Her dad doesn't know everything but knows enough to convince her that I am dangerous and being controlled by the devil. He fills her with society based "encouragement" every day.
I offered to sit down with her and go through why I don't think the organization is directed by God. She is only mildly receptive. Naturally she wants dear ol dad there because she "just isn't that knowledgable". Basically what she is saying is that she fears that I am a wolf in sheep's clothing and she is a lone sheep and doesn't feel comfortable. She would never admit that....but I think that is the truth.
So that's where I stand. My wife knows how I feel. She has admitted organization problems but chalks it up to men being imperfect and light getting brighter.
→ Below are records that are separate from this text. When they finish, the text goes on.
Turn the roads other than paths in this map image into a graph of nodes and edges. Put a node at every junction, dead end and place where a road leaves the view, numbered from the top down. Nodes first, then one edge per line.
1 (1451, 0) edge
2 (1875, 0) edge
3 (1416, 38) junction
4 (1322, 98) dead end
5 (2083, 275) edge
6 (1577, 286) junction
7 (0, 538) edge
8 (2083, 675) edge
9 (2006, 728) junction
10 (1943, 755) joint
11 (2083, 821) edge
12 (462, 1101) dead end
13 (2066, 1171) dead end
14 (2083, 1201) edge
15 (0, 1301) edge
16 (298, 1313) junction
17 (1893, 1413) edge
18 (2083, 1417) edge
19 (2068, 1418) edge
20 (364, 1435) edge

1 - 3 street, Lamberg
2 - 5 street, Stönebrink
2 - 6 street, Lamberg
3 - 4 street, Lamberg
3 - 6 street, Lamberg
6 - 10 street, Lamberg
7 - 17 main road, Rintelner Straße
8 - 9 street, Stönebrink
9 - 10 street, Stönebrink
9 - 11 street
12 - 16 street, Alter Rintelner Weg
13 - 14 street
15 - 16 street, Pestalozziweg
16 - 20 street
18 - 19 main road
She will not read anything critical of the society or written by an apostate. And she is offended if you bring up anything that might even slightly insinuate cult-like tendencies. She's thrown down a challenge that I basically either need to show her what proof I have that the society is not God's organization or I need to shut up.
This is beginning to irk me because I have small children. Every day that goes by with my wife or her dad indoctrinating their little minds is one more day of lost time and one more step for them deeper into the mud. I am to the point where I don't know if I have any other option but to lay it on the line to her. If I don't....my children will grow up as mind controlled little JWs.
If I do, there is no doubt to me that her honest and truthful side will examine what I have to say. But when she doesn't have answers...she'll panic and she will undoubtedly call her dad for assistance. And then it will get interesting.